BMW AG Faces Declining Profits Amid Tariffs and China Market Challenges

BMW AG’s carmaking profits are expected to fall below long-term targets due to trade tensions and declines in China. The manufacturer anticipates a margin of 5-7% this year, down from 6.3% in 2024, while facing tariff costs of €1 billion. Despite challenges, the company plans to launch a new line of electric vehicles to reclaim market share. Analysts express caution regarding growth projections.
BMW AG has announced that its automotive profits are expected to fall significantly below its long-term objectives this year, primarily due to rising trade tensions between the United States and Europe, along with declining sales in China. The German automotive manufacturer anticipates an automaking margin between 5% and 7% for the year, which follows a drop to 6.3% in 2024—the lowest margin recorded in four years. Historically, BMW has aimed to maintain carmaking returns above 8%.

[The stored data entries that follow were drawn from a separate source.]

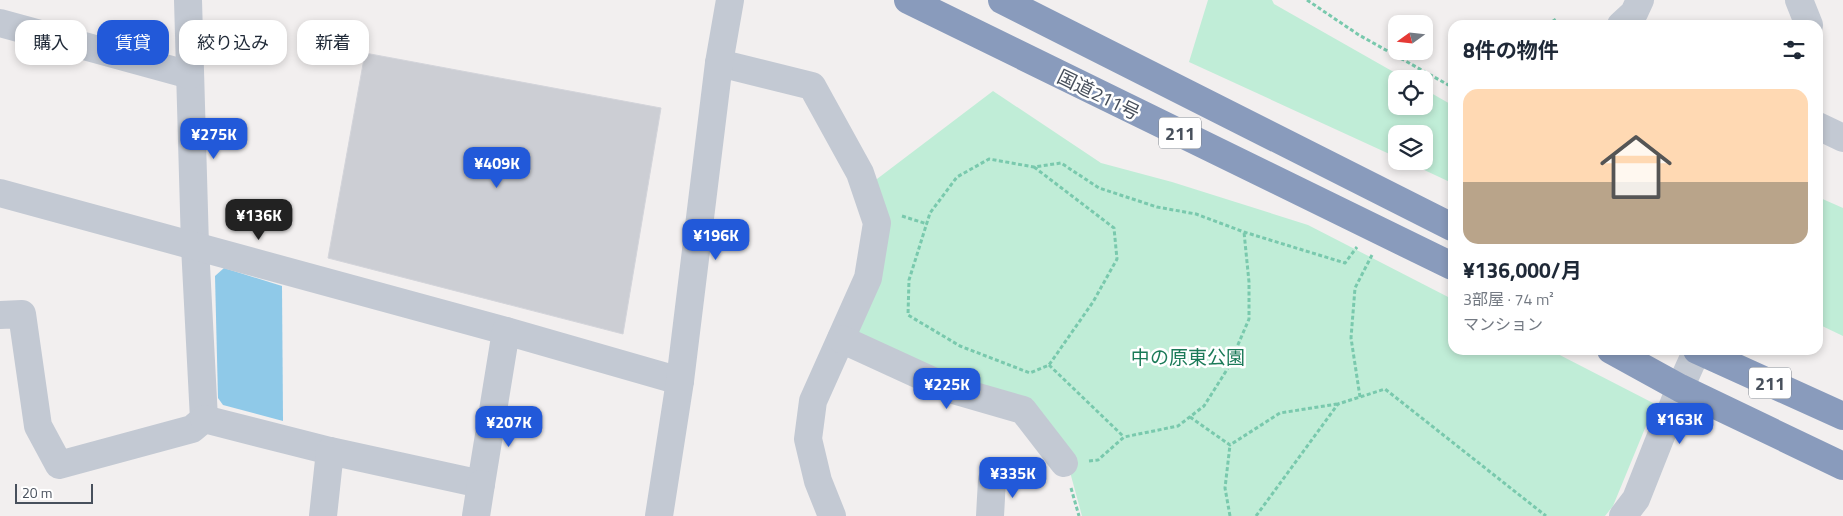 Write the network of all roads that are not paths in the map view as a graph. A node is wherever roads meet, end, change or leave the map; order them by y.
1 (188, 0) edge
2 (730, 0) edge
3 (908, 0) edge
4 (1002, 0) edge
5 (1799, 0) edge
6 (1807, 20) edge
7 (0, 23) edge
8 (719, 63) junction
9 (190, 75) junction
10 (1823, 128) edge
11 (1843, 138) edge
12 (0, 193) edge
13 (1448, 225) edge
14 (196, 246) junction
15 (1448, 264) edge
16 (0, 314) edge
17 (506, 332) junction
18 (841, 339) junction
19 (1620, 355) edge
20 (1695, 355) edge
21 (1708, 355) edge
22 (680, 381) junction
23 (1680, 388) junction
24 (1843, 416) edge
25 (204, 419) junction
26 (330, 451) junction
27 (1064, 463) road end
28 (1843, 466) edge
29 (992, 480) dead end
30 (481, 484) junction
31 (323, 516) edge
32 (476, 516) edge
33 (660, 516) edge
34 (832, 516) edge
35 (990, 516) edge
36 (1623, 516) edge

1 - 9 street
2 - 8 street
3 - 15 highway, 国道211号 / 211
4 - 13 highway, 211
5 - 6 street
7 - 9 street
8 - 18 street
8 - 22 street
9 - 14 street
10 - 11 street
12 - 14 street
14 - 17 street
14 - 25 street
16 - 25 street
17 - 22 street
17 - 30 street
18 - 27 street
18 - 34 street
19 - 23 highway, 211
20 - 23 street
21 - 24 highway, 211
22 - 33 street
23 - 28 highway, 211
23 - 36 street
25 - 26 street
26 - 30 street
26 - 31 street
29 - 35 street
30 - 32 street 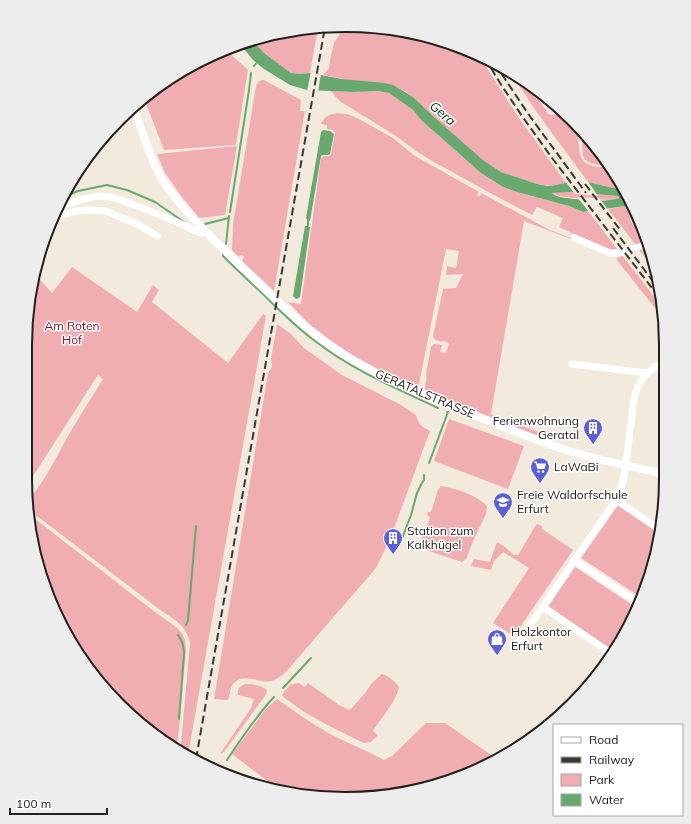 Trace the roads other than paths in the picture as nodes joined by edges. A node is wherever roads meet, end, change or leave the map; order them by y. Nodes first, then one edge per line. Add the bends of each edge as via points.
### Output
1 (135, 113) edge
2 (65, 205) edge
3 (61, 215) edge
4 (209, 234) junction
5 (157, 236) dead end
6 (575, 238) dead end
7 (642, 246) edge
8 (572, 364) dead end
9 (659, 365) edge
10 (646, 373) junction
11 (626, 466) junction
12 (659, 473) edge
13 (616, 500) junction
14 (655, 526) edge
15 (574, 560) junction
16 (634, 600) edge
17 (543, 607) junction
18 (520, 640) dead end
19 (607, 651) edge

1 - 4 street, GERATALSTRASSE via 152,157 168,187
2 - 4 street via 101,196 118,199 150,210 202,234
3 - 5 street via 77,211 106,211
4 - 11 street, GERATALSTRASSE via 300,322 334,348 376,373 437,401 543,442
6 - 7 street via 613,253
8 - 10 street
9 - 10 street
10 - 11 street via 634,399
11 - 12 street, GERATALSTRASSE
11 - 13 street
13 - 14 street
13 - 15 street
15 - 16 street
15 - 17 street
17 - 18 street
17 - 19 street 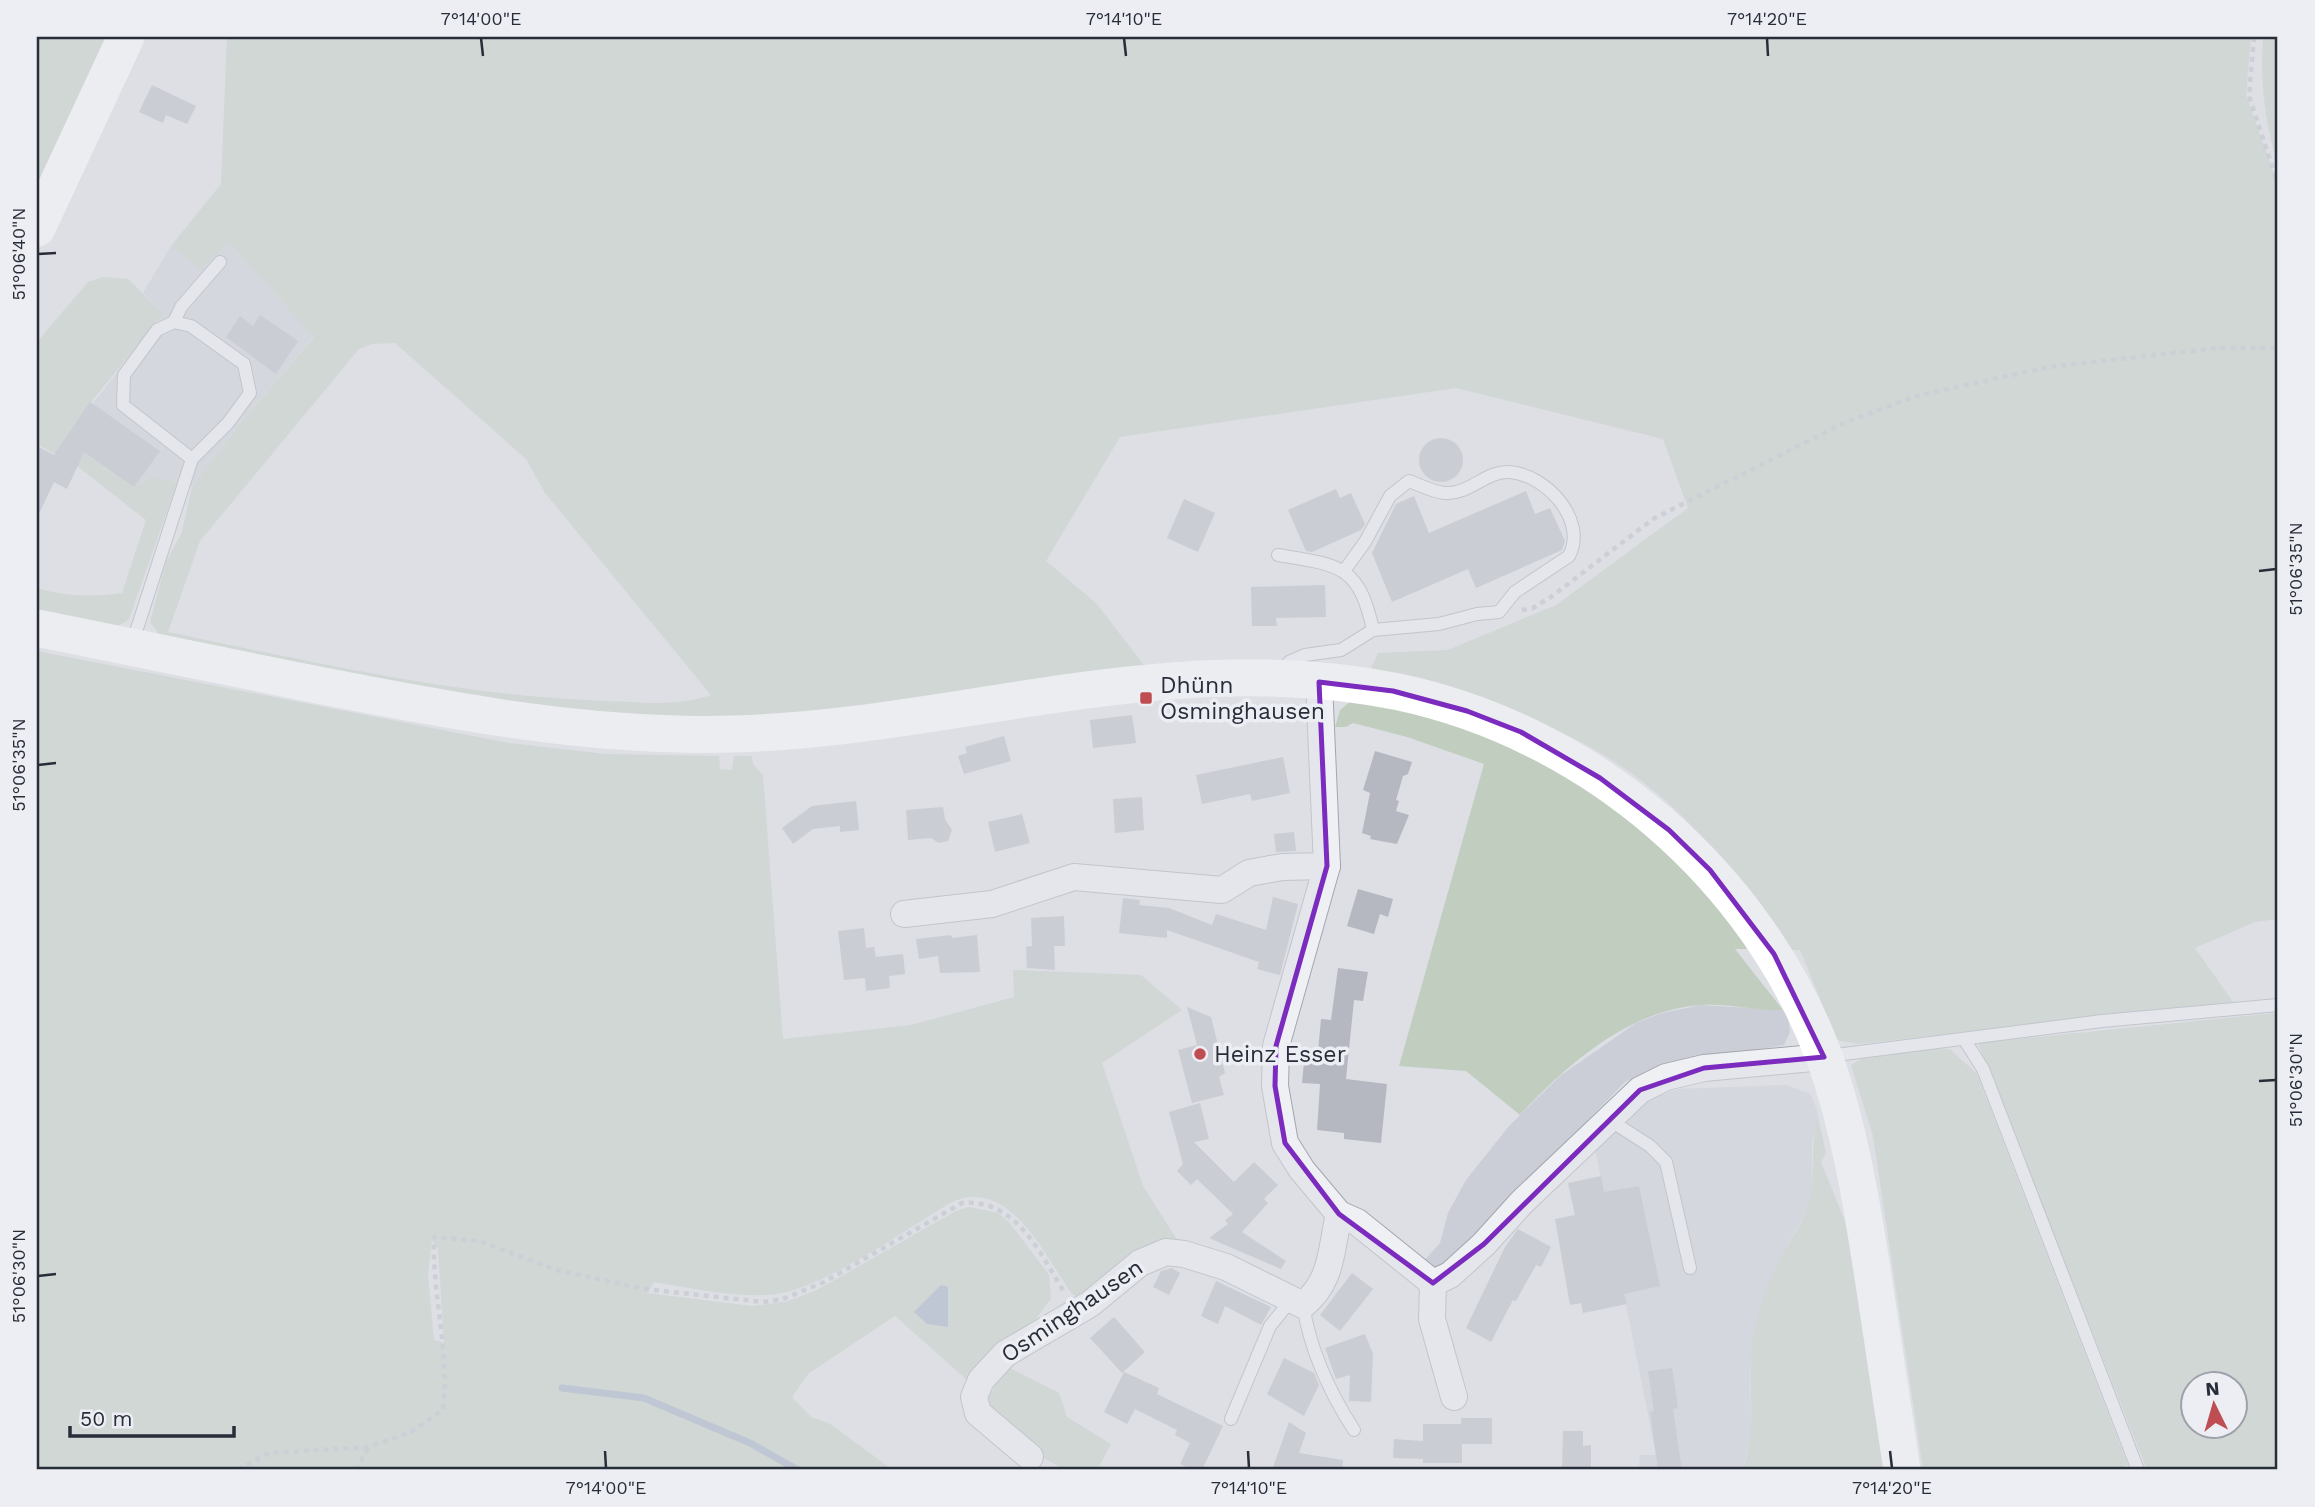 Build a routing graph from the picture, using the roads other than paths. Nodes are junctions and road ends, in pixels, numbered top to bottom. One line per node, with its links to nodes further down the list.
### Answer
1 (126, 37): 2 (main road)
2 (37, 228)
3 (220, 262): 4 (lane)
4 (174, 322): 5 (lane); 5 (lane)
5 (192, 459): 10 (lane)
6 (1278, 555): 7 (lane)
7 (1344, 571): 9 (lane); 9 (lane)
8 (37, 628): 10 (main road)
9 (1373, 630): 11 (lane)
10 (131, 647): 11 (main road)
11 (1275, 679): 12 (main road)
12 (1319, 682): 13 (street); 17 (main road)
13 (1327, 866): 14 (street); 19 (street)
14 (904, 914)
15 (2278, 1005): 16 (lane)
16 (1964, 1039): 17 (lane); 28 (lane)
17 (1824, 1057): 18 (street); 27 (main road)
18 (1608, 1119): 20 (lane); 21 (street)
19 (1339, 1214): 21 (street); 22 (street)
20 (1690, 1268)
21 (1433, 1283): 23 (street)
22 (1298, 1302): 24 (lane); 25 (lane); 26 (street, Osminghausen)
23 (1454, 1397)
24 (1231, 1419)
25 (1354, 1430)
26 (1030, 1457)
27 (1902, 1470)
28 (2138, 1470)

On Friday, BMW shares decreased by as much as 4.5%, reflecting a more than 20% drop over the previous year. The automaker faces considerable challenges, specifically in China, where it competes against local electric vehicle manufacturers such as BYD Co., which are capturing a growing market share. Additionally, tariffs imposed in the United States and Europe are forecasted to cost BMW approximately €1 billion this year, as indicated by Chief Executive Officer Oliver Zipse in an interview with Bloomberg Television.
To address these challenges, BMW plans to regain market share by introducing its Neue Klasse, a new series of electric vehicles (EVs) commencing production later this year. The company expects to launch 40 new and updated vehicles across all drivetrain types by 2027. “We have growth ambitions because we have strong products,” stated Zipse. He added, “We look with a positive mood into 2025 despite all the political turmoil we might have.”
The company’s operations in San Luis Potosi, Mexico, are already experiencing the impact of U.S. tariffs. Although former President Donald Trump postponed some levies for companies adhering to the USMCA trade agreement, BMW does not meet the local content requirements. Consequently, the automaker is exploring options to enhance local production in North America to ensure compliance, according to Production Head Milan Nedeljkovic. Planned investments in the U.S. and Mexico will assist in closing this compliance gap.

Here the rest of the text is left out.